WHAT YOU SHOULD DO: Collect the lines of the entries where "Extract" shows up.

INPUT MATERIAL:
********************

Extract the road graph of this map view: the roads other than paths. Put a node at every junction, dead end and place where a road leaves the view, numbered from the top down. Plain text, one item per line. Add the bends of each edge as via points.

********************

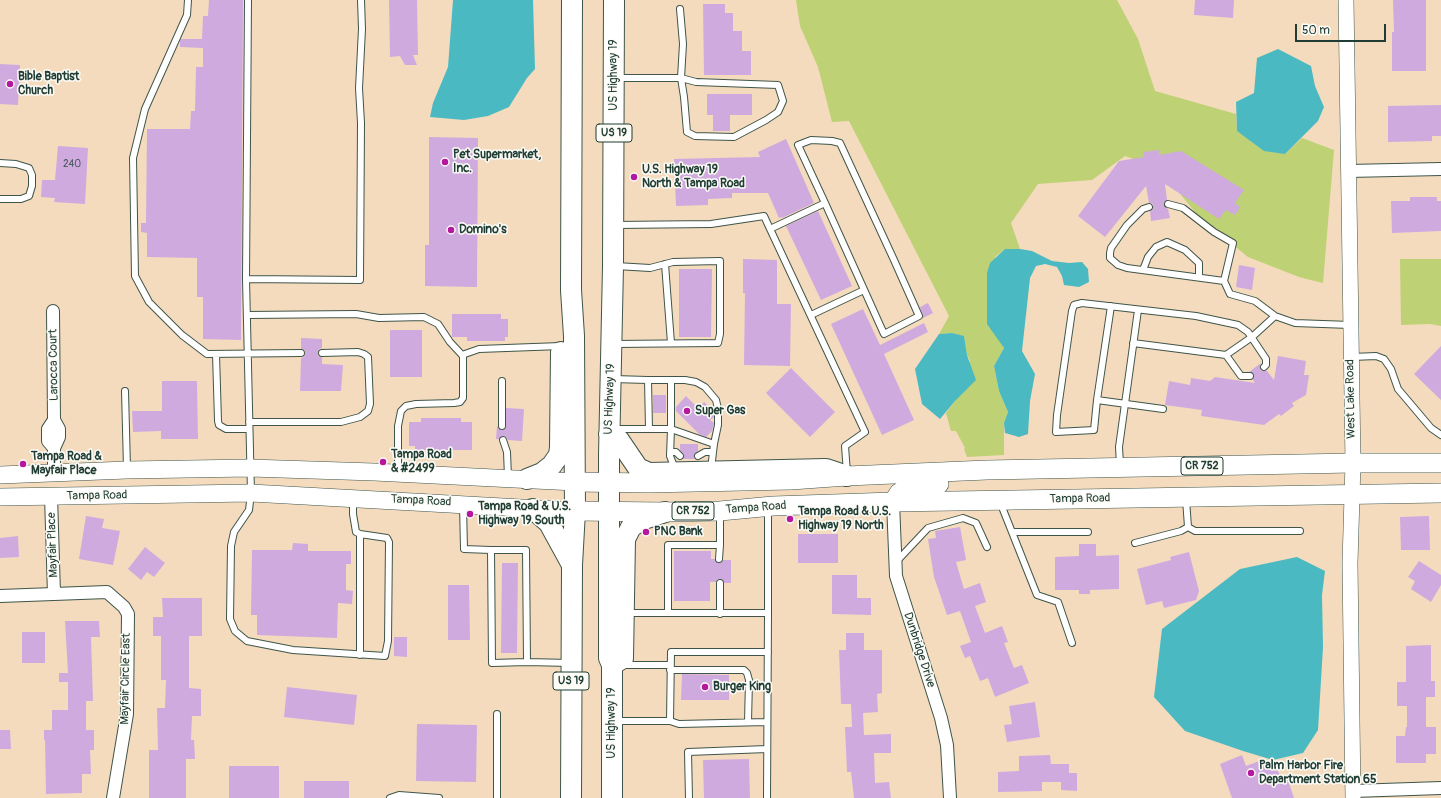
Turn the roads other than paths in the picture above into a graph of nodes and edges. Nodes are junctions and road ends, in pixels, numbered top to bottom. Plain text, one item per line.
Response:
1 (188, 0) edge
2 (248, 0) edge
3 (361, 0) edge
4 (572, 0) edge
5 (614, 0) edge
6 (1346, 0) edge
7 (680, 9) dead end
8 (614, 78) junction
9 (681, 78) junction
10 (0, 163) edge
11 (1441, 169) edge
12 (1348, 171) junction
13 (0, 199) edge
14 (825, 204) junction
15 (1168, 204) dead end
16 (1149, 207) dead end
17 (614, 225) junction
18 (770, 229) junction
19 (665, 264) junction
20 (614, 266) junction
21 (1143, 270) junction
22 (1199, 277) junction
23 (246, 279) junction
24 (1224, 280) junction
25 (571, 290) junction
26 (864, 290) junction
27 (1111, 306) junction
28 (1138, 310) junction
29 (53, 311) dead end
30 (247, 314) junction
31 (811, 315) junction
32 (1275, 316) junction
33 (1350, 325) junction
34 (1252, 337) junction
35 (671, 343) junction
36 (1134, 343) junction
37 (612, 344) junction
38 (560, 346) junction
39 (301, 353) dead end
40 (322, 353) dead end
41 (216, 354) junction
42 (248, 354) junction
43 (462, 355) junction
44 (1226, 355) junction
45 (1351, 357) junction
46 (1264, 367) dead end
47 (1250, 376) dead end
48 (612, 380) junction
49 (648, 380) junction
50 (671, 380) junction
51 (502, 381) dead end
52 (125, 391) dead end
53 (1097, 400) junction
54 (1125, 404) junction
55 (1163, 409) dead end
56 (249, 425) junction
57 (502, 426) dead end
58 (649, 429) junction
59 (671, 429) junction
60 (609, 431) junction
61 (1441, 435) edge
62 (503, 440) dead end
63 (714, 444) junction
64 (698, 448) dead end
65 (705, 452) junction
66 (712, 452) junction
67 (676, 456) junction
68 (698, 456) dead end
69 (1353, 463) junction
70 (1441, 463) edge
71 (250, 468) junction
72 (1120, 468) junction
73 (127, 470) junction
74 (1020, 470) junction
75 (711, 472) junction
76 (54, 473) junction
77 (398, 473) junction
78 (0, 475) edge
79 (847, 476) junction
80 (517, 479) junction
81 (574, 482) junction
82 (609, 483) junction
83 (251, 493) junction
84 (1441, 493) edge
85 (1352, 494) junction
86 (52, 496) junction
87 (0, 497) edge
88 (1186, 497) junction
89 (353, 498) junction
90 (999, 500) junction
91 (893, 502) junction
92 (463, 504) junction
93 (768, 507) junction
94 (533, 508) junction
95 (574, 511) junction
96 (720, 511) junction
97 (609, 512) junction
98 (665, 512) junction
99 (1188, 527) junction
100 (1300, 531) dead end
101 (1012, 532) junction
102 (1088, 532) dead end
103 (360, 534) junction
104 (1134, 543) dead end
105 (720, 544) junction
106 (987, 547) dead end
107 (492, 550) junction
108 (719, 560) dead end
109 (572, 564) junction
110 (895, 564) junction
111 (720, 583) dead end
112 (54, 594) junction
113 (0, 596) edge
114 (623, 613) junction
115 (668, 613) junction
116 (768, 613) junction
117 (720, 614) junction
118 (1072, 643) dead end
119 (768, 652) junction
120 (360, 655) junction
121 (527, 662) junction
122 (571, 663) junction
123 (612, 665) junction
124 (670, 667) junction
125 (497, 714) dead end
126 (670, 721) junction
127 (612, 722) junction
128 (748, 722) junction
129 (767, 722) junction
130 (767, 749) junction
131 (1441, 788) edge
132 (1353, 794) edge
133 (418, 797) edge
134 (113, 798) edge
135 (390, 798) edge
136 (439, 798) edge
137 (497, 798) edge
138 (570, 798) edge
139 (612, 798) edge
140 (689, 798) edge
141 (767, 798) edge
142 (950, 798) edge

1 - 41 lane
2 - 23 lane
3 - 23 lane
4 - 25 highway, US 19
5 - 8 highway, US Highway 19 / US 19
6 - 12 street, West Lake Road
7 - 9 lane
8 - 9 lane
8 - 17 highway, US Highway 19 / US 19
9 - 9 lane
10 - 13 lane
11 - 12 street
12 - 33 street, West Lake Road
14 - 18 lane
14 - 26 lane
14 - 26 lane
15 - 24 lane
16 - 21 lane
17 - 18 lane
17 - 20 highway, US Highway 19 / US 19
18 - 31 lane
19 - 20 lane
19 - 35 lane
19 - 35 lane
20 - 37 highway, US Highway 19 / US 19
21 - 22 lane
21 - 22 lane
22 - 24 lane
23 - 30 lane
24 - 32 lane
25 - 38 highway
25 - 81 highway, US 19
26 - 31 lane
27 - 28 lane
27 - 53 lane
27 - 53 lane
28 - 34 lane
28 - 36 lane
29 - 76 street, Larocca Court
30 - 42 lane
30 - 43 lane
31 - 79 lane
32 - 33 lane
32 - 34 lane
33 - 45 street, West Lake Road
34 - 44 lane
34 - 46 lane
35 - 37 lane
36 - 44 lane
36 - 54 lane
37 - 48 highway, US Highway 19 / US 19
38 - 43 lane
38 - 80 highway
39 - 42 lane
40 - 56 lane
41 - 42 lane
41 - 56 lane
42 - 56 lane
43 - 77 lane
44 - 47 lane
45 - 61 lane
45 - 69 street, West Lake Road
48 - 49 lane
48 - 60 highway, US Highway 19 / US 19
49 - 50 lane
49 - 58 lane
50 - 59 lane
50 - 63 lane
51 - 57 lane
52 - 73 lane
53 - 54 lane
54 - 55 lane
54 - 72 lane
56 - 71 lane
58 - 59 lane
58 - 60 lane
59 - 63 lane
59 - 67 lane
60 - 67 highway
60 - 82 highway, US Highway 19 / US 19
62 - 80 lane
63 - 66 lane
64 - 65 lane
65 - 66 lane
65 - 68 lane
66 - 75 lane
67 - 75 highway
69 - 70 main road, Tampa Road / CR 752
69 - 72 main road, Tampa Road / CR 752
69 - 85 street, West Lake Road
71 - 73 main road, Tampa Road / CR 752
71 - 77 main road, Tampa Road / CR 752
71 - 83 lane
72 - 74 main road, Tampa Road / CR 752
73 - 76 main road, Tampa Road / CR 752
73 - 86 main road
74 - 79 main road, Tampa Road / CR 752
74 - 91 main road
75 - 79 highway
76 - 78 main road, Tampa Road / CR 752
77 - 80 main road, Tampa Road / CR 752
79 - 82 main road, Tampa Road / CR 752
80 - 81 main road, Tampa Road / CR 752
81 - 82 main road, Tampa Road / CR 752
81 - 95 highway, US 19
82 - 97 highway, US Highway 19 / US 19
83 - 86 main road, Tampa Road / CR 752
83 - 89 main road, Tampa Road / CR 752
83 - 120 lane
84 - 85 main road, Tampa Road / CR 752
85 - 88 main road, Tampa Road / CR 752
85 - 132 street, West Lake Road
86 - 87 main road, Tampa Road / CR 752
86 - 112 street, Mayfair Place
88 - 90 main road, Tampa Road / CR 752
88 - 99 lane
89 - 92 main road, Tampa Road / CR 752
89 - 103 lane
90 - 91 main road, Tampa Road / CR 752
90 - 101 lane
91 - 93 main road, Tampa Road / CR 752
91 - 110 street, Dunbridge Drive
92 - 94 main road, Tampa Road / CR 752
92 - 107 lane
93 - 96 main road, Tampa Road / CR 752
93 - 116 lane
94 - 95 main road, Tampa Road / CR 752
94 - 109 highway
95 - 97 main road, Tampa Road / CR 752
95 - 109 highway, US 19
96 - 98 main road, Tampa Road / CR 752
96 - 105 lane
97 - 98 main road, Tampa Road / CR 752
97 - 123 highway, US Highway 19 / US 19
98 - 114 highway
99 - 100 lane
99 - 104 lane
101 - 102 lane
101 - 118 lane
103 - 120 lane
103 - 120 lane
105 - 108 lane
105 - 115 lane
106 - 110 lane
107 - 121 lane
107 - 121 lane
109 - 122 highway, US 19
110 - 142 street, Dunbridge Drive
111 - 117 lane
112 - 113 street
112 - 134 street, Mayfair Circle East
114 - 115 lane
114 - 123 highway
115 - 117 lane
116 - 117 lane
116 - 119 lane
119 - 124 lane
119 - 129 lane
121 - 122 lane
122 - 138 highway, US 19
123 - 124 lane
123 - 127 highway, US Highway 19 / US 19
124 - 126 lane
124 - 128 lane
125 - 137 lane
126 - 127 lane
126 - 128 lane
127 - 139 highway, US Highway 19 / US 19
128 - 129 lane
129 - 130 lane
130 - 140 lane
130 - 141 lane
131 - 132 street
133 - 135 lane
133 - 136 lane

********************

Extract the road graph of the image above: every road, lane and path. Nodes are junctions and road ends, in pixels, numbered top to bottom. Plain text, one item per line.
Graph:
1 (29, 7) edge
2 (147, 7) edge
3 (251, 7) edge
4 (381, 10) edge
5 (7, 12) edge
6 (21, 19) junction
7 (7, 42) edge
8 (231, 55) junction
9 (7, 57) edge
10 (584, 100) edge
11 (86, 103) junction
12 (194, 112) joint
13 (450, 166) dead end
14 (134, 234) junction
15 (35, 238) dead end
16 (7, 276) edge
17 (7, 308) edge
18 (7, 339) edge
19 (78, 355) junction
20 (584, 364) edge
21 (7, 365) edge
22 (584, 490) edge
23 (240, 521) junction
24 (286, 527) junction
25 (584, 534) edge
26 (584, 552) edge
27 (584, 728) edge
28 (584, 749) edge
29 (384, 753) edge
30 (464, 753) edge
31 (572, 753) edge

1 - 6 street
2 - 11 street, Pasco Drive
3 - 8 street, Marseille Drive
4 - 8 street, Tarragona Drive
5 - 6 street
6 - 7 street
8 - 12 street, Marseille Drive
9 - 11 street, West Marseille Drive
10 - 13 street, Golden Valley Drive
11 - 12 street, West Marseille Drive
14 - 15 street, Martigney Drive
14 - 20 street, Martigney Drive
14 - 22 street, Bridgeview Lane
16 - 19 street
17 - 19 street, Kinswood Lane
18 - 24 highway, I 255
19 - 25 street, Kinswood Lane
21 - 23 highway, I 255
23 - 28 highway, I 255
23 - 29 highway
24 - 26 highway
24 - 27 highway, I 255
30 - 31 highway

********************

ANSWER SECTION:
Extract the road graph of this map view: the roads other than paths. Put a node at every junction, dead end and place where a road leaves the view, numbered from the top down. Plain text, one item per line. Add the bends of each edge as via points.
Extract the road graph of the image above: every road, lane and path. Nodes are junctions and road ends, in pixels, numbered top to bottom. Plain text, one item per line.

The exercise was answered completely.